Immobilier des
opérateurs:
l'exemple éclairant de VNF
Nous avons eu déjà l'occasion
d'aborder, il y a quelques mois (voir Société Civile n° 90),
l'épineuse question de l'immobilier des opérateurs. Ces derniers
ont défrayé la chronique en refusant pour certains de communiquer
le recensement complet de leur patrimoine immobilier au ministère
du Budget à l'automne 2008.
Éric Wœrth
avait dû leur imposer un ultimatum sous peine, pour les directeurs
de ces organismes retardataires, de se voir frappés d'une
réduction sensible de la part variable de leurs propres
rémunérations. Aujourd'hui, c'est chose faite et 95 % d'entre eux
ont rempli leurs obligations déclaratives. Parmi eux, Voies
navigables de France (VNF) qui constitue la seconde emprise
foncière des opérateurs de l'État - après l'ONF - avec un parc
immobilier de 0,235 million d'hectares. Mais cet organisme public
chargé de la gestion et du développement de la voie d'eau depuis
son institution en 1991, en lieu et place de l'ancien Office
national de la navigation, présente en matière immobilière une
situation particulièrement trouble, au point qu'un récent rapport
parlementaire évoque1 « un enchevêtrement des
responsabilités avec [son° ministère de tutelle tant en matière
de gestion des ressources humaines (...) que pour le
recensement des concessions portuaires». En réalité, la
situation est bien plus confuse. Explications.
VNF, un opérateur
particulièrement opaque quant à sa gestion immobilière
L' opacité de la
gestion immobilière de VNF réside dès la constitution de son
patrimoine. En effet, l'État a utilisé un procédé inédit
permettant d'attribuer à l'opérateur les 7500 km de voies
navigables 2
: il les a « confiées
». Cette « attribution » s'est réalisée à titre gratuit et il
n'y a donc eu aucune contrepartie pour l'État. Par ailleurs, aucun
dispositif de retour de ces biens à l'État n'a été prévu par le
législateur, conduisant à une totale dépossession de tout droit
de regard de France Domaine sur la gestion de ce parc immobilier et
foncier, pourtant toujours possédé par l'État en pleine
propriété. VNF n'a donc pas eu à porter ce patrimoine à son
bilan car il n'en a pas été doté et aucun arrêté de transfert
n'a été pris ni publié sur le sujet. Conséquence immédiate: la
valorisation de ce patrimoine reste inconnue.

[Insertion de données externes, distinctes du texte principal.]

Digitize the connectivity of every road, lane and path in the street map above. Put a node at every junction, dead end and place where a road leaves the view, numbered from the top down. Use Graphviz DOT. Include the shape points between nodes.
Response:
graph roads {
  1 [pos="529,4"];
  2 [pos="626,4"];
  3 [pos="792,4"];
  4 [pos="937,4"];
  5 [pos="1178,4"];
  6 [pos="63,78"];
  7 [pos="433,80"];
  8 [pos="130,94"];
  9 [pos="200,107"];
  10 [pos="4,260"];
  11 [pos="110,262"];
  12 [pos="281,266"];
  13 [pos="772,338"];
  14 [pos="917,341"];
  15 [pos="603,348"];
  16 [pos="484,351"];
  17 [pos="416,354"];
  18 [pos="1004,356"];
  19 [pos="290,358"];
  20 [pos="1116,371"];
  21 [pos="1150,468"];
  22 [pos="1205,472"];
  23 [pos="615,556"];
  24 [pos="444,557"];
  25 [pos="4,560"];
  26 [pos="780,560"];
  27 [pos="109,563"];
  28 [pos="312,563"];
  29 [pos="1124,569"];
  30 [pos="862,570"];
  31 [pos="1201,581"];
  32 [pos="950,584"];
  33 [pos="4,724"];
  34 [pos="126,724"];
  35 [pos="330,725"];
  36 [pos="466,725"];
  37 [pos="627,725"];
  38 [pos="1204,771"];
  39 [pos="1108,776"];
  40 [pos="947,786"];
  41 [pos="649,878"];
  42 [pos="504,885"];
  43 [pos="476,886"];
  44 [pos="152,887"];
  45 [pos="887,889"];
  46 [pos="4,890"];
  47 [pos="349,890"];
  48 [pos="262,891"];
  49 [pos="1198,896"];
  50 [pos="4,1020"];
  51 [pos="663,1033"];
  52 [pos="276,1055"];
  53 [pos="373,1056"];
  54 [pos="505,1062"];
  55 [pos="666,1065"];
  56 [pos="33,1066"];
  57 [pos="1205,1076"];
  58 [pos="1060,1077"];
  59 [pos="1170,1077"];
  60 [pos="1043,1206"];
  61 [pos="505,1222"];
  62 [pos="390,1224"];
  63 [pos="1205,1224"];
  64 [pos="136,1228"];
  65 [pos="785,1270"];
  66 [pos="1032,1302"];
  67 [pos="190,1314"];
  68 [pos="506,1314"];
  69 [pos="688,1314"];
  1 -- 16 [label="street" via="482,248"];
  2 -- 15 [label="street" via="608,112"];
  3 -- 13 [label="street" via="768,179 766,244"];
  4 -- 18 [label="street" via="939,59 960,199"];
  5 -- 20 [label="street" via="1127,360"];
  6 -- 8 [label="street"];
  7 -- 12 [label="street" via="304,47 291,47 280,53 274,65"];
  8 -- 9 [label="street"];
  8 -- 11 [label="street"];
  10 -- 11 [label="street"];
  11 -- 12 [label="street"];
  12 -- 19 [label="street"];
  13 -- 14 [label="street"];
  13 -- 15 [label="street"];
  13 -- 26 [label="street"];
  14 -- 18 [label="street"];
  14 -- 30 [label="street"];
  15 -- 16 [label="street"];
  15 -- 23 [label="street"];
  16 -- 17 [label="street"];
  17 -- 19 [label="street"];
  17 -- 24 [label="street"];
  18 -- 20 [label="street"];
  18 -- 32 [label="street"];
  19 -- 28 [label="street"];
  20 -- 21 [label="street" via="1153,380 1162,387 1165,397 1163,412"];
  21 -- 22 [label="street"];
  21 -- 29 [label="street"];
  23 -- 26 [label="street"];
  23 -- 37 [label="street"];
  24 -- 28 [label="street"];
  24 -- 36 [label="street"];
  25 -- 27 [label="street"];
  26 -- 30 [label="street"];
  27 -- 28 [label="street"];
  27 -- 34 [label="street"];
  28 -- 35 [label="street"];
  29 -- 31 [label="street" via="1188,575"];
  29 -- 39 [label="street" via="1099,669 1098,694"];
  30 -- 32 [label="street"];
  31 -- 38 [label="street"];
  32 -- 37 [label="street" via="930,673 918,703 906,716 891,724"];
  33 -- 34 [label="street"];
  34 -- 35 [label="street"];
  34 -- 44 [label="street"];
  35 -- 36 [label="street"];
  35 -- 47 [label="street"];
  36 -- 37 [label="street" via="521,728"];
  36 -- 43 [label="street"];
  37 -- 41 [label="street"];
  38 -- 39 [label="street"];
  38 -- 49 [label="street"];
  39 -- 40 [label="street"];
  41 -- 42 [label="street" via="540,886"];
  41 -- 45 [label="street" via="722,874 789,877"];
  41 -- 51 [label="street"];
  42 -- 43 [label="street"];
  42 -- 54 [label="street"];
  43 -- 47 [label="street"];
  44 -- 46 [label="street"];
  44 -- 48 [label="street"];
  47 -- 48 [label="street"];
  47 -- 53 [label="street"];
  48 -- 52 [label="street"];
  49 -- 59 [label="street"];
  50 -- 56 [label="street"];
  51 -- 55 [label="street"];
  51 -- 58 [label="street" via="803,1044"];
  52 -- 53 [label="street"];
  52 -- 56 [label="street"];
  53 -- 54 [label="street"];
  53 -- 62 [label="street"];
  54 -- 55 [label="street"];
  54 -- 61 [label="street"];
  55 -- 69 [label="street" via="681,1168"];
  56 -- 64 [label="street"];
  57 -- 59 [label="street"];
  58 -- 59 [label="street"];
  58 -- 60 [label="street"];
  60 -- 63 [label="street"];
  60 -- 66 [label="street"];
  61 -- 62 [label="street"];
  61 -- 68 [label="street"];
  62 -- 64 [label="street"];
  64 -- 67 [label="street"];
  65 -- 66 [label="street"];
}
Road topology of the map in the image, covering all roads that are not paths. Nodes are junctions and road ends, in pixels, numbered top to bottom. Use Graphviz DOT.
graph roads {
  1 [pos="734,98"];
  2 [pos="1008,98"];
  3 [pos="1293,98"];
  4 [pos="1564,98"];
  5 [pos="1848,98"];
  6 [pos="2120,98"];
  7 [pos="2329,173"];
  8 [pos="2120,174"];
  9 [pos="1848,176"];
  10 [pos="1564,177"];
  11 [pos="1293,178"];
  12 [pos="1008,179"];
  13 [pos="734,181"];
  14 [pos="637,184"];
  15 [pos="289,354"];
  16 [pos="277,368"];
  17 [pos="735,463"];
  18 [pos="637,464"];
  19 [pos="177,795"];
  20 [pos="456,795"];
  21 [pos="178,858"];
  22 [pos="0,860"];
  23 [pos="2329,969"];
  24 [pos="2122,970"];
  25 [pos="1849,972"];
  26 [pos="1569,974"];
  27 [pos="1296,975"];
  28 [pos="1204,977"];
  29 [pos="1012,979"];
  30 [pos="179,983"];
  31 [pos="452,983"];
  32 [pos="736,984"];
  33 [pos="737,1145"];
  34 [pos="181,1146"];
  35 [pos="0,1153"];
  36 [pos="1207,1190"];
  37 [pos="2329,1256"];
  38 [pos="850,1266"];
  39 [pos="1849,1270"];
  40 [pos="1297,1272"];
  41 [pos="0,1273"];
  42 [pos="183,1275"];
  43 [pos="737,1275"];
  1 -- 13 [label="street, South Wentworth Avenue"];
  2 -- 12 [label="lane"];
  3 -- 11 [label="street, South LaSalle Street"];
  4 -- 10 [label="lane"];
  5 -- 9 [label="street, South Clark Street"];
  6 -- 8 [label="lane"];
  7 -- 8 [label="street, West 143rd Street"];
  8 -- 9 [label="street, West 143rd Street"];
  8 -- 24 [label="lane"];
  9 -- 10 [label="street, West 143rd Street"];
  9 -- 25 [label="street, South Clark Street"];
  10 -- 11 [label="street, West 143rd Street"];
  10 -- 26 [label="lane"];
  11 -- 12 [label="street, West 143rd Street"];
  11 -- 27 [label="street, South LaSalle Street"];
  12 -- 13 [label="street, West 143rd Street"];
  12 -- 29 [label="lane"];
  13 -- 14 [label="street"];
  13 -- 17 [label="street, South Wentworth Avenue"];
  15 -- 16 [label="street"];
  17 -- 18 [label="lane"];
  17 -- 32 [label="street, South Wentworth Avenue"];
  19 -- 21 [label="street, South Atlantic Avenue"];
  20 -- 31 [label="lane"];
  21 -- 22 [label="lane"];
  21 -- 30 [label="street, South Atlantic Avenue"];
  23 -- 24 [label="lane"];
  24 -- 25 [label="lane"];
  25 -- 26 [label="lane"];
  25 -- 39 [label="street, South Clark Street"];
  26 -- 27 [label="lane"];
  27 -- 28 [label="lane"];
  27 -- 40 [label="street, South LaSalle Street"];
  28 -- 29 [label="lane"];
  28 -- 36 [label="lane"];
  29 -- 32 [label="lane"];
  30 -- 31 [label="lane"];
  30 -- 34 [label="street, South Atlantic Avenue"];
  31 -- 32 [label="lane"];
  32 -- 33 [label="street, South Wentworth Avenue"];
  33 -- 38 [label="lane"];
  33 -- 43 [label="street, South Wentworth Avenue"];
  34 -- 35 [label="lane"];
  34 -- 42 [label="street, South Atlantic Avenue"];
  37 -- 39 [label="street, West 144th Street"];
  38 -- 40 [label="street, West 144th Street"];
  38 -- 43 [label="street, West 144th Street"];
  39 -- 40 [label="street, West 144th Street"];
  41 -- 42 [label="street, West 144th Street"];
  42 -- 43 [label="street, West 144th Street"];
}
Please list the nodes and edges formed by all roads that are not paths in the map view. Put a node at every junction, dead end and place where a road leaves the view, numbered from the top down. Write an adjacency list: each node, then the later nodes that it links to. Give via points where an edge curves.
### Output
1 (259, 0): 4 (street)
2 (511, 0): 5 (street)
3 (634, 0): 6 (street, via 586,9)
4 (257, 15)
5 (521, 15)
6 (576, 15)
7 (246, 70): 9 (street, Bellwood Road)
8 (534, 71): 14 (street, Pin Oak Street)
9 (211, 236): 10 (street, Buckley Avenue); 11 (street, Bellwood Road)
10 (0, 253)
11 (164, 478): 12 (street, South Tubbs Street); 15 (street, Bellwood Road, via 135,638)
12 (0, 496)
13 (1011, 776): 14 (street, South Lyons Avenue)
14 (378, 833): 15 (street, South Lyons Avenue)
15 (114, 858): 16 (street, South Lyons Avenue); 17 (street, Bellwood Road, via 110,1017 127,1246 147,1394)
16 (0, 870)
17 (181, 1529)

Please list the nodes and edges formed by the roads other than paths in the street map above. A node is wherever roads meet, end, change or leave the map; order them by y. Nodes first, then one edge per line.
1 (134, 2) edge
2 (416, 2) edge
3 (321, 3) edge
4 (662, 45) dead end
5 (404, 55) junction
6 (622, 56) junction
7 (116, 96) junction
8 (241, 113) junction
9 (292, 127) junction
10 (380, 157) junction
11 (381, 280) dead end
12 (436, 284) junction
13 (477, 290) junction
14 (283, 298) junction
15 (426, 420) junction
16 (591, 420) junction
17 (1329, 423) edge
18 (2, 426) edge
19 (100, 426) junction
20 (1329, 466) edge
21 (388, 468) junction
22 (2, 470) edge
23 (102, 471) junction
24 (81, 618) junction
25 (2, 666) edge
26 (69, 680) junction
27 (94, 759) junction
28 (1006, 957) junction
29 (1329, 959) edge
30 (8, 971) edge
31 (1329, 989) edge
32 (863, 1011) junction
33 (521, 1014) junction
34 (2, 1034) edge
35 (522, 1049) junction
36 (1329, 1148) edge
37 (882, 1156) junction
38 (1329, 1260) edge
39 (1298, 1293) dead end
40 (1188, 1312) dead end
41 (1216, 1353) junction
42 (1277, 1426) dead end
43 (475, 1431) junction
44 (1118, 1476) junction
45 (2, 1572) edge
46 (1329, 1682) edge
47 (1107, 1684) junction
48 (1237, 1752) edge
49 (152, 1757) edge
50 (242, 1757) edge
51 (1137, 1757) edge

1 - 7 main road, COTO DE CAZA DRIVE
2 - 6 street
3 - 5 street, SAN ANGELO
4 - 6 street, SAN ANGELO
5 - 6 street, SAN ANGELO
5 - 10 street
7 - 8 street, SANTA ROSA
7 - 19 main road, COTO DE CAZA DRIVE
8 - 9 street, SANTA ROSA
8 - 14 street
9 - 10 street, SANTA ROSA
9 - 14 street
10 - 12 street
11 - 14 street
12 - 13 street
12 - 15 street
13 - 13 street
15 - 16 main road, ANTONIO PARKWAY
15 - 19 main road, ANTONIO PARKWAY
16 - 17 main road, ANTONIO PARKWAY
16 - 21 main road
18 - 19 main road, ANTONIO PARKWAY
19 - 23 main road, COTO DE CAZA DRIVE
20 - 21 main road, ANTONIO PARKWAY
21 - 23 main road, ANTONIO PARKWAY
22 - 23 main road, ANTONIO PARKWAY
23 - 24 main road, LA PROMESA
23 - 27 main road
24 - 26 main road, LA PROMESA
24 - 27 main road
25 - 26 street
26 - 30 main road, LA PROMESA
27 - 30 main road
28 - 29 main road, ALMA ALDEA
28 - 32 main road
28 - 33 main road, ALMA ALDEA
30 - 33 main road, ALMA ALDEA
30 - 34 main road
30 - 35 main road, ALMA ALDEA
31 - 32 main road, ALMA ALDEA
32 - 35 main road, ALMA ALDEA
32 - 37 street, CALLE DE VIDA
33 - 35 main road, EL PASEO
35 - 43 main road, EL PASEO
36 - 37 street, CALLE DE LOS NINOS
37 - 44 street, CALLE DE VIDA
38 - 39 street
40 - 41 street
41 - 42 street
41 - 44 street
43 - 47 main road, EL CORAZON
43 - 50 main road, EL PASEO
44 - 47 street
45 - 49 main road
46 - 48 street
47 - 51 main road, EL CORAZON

Et pourtant, s'il n'en est théoriquement que le gestionnaire, VNF
dispose en pratique de ce patrimoine en « quasi-propriétaire »: il
en perçoit les produits d'exploitation, peut le valoriser et le
céder en respectant « presque» les règles classiques de la
domanialité publique. En matière de « déclassements » et de «
transferts» de biens gérés par VNF vers une personne publique ou
privée3,I'opérateur recouvre directement le produit de
l'opération... au nez et à la barbe de France Domaine et du budget
général de l'État. Ainsi, seuls les biens propres de l'opérateur
détenus en pleine propriété sont à l'heure actuelle inscrits à
l'actif de son bilan pour une valeur de 1,5 milliard d'euros en
2007. Le flou le plus complet persiste donc entre les biens «
confiés» par la puissance publique et gérés par l'opérateur
pour le compte de l'État et les biens propres dont il dispose.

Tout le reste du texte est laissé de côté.